EXERCISE PROMPT -
Give back every line of the material below that has the string "edges".

▬▬▬▬▬▬

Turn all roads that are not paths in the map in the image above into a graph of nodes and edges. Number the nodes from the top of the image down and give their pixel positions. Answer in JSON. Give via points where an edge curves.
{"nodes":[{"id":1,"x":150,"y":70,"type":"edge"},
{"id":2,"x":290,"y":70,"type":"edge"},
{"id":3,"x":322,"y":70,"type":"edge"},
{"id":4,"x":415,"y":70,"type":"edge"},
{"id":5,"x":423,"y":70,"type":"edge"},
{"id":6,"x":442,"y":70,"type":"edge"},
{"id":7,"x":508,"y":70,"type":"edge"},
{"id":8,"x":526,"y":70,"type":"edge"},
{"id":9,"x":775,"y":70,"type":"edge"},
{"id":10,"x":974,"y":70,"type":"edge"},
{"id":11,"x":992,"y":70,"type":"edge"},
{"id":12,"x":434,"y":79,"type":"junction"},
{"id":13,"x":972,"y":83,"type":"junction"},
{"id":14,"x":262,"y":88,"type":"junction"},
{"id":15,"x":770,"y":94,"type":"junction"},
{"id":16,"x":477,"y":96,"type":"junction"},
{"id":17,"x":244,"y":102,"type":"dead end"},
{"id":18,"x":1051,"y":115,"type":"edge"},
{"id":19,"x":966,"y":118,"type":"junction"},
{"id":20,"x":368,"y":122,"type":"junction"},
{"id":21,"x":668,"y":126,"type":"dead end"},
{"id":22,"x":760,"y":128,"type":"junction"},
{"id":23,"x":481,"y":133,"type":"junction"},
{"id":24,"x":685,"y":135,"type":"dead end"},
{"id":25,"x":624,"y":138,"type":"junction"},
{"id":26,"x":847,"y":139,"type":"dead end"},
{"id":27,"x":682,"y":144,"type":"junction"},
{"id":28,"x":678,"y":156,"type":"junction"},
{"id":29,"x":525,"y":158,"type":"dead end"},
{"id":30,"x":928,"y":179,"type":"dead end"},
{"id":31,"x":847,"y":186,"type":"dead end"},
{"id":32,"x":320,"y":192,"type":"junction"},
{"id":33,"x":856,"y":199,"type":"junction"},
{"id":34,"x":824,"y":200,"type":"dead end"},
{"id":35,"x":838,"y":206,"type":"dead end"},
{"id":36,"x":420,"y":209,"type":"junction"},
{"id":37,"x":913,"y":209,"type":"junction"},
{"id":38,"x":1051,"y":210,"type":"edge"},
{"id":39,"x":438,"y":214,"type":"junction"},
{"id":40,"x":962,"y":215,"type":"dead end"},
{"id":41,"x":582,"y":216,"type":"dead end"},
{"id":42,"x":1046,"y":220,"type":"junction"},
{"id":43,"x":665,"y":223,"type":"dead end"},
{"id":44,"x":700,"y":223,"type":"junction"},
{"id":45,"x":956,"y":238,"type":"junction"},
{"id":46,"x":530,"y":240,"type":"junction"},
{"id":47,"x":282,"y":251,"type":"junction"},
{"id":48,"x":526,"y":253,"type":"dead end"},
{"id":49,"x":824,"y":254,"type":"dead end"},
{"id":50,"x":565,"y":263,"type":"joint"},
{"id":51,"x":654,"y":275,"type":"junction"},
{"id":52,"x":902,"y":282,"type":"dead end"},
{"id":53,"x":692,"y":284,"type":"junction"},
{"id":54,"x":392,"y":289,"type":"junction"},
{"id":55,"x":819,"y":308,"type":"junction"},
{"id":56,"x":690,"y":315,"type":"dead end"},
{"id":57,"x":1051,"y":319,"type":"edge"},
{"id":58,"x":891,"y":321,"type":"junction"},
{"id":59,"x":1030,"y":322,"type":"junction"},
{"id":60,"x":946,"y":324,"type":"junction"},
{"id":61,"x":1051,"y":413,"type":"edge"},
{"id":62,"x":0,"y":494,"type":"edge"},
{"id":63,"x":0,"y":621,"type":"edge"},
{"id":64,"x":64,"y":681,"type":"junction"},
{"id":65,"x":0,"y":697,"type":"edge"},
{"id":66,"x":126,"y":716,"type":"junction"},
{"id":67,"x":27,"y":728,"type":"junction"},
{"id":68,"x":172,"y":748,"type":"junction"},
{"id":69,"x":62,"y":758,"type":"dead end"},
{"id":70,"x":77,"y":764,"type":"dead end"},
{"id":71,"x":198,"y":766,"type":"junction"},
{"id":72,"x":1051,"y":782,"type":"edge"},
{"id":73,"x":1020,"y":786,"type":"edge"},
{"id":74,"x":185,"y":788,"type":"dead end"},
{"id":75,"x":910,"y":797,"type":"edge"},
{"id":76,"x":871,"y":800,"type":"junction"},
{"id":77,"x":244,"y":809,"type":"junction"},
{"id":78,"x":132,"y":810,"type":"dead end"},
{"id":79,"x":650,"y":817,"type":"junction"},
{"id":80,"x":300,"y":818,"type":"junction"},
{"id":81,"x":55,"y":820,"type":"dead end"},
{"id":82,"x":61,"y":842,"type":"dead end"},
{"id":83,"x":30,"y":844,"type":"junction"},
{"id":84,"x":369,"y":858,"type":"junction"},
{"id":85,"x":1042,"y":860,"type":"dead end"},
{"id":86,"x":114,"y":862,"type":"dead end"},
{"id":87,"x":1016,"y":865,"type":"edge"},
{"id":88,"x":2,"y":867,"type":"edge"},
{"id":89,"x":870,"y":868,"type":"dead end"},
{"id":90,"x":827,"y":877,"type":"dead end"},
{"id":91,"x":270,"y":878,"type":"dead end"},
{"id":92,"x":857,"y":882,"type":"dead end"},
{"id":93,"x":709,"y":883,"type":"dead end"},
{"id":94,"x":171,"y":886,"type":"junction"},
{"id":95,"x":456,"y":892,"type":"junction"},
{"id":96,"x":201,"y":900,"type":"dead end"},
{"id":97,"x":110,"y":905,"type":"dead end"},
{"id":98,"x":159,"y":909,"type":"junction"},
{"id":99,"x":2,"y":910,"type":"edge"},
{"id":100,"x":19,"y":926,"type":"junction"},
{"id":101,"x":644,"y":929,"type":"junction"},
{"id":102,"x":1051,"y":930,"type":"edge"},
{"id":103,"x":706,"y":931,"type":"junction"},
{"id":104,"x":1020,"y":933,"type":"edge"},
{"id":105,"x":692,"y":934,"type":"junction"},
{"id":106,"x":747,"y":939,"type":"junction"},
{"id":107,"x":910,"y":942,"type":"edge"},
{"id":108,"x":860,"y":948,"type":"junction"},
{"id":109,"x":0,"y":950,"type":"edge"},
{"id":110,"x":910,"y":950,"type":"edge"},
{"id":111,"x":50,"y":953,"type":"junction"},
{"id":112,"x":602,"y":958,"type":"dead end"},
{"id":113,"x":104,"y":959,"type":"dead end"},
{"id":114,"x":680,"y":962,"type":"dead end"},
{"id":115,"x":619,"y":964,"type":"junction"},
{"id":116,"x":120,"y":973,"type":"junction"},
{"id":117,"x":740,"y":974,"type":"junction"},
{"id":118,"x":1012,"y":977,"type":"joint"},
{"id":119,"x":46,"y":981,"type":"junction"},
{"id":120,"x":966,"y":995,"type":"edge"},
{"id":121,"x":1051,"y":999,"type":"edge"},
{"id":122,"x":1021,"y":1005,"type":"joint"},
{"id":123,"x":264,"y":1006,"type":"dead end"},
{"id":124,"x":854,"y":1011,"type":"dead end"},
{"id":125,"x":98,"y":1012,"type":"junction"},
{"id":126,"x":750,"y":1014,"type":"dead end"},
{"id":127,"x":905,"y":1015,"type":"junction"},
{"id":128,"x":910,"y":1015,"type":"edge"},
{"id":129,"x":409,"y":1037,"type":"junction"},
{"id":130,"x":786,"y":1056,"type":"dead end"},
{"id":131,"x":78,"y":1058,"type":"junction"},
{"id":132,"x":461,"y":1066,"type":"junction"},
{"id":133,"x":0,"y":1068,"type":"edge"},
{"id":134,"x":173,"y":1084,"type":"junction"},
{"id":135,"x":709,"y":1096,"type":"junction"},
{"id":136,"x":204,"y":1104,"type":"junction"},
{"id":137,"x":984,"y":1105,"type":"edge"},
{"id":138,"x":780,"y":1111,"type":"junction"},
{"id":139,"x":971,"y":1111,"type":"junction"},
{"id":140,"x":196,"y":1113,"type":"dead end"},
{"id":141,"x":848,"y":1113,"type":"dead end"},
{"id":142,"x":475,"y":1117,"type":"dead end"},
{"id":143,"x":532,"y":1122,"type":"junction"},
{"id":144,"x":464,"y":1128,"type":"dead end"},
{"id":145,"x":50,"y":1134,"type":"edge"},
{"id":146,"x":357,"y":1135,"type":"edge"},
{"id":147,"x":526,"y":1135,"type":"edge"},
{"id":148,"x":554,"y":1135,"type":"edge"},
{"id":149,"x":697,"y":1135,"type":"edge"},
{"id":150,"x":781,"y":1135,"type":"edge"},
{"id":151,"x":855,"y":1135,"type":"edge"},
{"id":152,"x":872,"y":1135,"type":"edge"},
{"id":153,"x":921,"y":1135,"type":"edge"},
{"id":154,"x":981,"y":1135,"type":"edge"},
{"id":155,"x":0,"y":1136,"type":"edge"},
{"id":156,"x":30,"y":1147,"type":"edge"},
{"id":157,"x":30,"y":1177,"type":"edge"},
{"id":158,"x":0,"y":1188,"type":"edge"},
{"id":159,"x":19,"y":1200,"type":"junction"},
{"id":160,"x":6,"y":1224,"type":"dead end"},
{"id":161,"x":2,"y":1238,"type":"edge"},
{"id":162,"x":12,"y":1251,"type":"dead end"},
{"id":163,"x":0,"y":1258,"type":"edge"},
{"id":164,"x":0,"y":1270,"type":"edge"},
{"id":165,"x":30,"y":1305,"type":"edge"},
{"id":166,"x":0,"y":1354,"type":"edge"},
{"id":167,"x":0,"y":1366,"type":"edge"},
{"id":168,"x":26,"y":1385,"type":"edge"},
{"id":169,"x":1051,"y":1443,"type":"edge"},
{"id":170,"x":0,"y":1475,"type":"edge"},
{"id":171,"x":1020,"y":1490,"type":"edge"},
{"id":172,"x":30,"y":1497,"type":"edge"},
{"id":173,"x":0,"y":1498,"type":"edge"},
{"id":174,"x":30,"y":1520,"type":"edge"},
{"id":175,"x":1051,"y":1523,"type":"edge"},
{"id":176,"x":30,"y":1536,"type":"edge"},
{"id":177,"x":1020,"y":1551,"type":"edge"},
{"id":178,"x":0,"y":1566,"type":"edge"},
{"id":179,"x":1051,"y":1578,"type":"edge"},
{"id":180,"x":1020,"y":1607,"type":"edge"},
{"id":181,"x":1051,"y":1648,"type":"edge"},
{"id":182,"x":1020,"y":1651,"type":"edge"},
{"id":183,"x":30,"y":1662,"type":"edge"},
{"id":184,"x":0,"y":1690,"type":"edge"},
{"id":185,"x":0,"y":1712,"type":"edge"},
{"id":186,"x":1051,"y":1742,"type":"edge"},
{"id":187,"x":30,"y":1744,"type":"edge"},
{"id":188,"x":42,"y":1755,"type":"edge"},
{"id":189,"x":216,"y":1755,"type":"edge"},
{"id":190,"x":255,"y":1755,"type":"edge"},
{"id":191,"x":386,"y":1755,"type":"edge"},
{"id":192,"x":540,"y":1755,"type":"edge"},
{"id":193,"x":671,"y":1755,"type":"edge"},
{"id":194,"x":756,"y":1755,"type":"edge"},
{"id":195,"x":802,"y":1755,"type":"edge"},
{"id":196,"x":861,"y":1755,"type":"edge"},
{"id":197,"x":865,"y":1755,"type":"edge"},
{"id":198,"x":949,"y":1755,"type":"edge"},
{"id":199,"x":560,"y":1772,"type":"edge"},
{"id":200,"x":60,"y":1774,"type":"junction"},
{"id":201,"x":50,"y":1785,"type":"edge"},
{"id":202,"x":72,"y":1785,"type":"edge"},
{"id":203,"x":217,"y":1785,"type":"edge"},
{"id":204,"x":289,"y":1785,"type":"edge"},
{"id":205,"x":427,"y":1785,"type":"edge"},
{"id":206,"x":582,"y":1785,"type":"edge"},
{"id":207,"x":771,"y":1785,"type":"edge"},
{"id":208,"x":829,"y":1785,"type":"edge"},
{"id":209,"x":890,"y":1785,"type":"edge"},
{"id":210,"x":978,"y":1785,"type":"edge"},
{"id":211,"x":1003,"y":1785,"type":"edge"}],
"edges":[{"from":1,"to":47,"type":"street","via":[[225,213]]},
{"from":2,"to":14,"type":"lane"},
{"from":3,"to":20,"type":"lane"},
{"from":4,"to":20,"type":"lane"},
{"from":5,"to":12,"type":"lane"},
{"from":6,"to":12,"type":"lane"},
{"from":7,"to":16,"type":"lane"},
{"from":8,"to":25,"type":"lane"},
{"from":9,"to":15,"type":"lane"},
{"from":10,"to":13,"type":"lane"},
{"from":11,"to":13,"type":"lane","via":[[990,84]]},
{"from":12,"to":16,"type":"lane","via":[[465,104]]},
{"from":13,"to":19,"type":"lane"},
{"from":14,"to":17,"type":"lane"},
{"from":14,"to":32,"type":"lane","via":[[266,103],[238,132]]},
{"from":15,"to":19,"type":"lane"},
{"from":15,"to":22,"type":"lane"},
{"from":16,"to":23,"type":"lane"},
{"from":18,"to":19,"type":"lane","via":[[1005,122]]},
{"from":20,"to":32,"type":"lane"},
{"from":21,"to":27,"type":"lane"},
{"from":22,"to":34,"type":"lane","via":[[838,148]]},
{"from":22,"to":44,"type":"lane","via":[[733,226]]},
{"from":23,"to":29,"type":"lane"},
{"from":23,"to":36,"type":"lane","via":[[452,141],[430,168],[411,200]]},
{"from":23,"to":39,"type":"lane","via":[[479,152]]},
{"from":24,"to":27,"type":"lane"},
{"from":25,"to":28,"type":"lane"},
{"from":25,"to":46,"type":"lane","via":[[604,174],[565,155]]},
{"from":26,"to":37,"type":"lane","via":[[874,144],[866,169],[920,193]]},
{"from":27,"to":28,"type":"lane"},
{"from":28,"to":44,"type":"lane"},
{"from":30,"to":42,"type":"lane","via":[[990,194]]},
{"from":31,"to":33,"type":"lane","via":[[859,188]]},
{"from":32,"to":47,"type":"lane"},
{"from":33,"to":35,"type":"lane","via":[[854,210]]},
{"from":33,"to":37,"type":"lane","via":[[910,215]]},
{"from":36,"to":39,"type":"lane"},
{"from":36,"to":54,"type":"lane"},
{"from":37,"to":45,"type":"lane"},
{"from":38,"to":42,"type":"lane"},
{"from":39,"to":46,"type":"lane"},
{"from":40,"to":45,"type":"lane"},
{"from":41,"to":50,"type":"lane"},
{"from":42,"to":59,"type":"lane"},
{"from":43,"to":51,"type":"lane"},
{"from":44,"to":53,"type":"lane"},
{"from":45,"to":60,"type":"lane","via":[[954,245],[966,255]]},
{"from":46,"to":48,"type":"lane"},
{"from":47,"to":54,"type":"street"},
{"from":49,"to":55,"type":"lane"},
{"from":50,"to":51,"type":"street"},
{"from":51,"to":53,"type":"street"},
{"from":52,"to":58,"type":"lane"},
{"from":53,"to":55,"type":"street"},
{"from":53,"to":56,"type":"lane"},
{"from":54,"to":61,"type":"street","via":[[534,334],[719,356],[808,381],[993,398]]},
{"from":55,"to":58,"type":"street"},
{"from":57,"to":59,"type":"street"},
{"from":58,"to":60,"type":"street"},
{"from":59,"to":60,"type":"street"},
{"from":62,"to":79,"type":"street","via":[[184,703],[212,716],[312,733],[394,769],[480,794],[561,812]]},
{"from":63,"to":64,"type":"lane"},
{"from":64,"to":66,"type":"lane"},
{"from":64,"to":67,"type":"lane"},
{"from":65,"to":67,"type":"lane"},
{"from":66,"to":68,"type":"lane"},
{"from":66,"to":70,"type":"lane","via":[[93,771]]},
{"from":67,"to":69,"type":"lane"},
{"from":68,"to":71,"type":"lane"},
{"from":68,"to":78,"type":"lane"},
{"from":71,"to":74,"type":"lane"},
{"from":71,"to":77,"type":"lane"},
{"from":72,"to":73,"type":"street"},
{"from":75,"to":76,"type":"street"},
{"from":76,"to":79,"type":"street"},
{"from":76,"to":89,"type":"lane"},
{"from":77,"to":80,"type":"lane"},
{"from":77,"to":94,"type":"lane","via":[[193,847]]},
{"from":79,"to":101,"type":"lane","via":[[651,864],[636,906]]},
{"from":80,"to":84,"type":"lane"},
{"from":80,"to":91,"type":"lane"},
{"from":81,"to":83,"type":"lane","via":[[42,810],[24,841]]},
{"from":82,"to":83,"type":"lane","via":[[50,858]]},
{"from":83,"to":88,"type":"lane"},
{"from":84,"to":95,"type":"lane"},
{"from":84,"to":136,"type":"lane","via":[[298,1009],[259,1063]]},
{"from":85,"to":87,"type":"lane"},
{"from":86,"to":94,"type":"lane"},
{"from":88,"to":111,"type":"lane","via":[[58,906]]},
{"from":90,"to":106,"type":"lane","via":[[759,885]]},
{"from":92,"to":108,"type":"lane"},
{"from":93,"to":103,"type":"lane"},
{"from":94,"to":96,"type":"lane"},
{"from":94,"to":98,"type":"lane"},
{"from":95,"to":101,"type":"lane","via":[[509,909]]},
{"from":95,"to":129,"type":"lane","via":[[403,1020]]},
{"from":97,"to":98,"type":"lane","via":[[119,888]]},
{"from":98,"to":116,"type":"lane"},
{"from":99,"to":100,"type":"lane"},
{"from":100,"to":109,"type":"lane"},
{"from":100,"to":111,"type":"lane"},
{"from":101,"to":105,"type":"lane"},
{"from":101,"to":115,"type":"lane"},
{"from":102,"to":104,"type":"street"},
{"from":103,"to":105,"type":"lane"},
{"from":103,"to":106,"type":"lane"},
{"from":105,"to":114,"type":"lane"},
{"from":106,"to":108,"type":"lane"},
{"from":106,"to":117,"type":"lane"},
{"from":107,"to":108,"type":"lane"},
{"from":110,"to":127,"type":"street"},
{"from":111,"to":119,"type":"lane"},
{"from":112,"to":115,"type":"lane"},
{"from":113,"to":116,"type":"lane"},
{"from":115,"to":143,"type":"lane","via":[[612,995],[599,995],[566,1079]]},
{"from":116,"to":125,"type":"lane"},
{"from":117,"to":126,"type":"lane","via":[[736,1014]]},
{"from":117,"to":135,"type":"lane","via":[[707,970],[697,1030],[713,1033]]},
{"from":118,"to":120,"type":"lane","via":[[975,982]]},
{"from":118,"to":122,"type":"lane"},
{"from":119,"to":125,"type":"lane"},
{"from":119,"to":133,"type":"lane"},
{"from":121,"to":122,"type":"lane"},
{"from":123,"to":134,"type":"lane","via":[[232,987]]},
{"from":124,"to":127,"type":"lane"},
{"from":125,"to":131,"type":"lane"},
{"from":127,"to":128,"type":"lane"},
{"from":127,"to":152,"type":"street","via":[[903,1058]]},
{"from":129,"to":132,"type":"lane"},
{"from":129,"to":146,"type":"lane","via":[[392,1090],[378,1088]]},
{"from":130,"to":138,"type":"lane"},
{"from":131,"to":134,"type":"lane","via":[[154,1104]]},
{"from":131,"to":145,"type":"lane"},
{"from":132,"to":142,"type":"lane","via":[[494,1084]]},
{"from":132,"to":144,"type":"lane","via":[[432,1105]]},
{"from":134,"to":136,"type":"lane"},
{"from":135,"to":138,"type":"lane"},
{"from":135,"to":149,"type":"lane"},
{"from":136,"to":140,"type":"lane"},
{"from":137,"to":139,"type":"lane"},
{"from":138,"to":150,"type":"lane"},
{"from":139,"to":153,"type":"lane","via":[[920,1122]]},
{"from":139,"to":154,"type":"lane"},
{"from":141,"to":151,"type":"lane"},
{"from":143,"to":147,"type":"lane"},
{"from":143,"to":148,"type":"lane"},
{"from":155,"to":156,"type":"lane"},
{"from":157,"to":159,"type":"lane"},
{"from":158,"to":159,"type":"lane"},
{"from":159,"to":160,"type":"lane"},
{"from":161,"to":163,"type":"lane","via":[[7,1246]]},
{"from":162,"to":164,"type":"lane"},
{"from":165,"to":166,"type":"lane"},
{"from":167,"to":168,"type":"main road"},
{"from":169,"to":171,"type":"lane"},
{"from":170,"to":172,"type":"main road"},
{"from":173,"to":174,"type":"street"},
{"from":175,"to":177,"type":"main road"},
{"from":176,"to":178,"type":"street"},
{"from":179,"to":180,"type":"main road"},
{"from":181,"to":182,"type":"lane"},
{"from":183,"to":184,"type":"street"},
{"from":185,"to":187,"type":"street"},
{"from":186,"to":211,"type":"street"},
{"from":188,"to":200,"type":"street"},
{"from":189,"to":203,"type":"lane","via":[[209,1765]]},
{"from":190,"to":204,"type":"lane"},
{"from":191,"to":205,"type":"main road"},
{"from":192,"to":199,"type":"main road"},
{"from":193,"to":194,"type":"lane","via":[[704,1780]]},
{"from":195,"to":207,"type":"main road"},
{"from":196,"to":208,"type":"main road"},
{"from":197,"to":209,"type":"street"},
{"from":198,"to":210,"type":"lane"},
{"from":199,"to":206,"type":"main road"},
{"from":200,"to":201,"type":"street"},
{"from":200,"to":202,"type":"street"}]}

▬▬▬▬▬▬

ANSWER BOX -
Turn all roads that are not paths in the map in the image above into a graph of nodes and edges. Number the nodes from the top of the image down and give their pixel positions. Answer in JSON. Give via points where an edge curves.
"edges":[{"from":1,"to":47,"type":"street","via":[[225,213]]},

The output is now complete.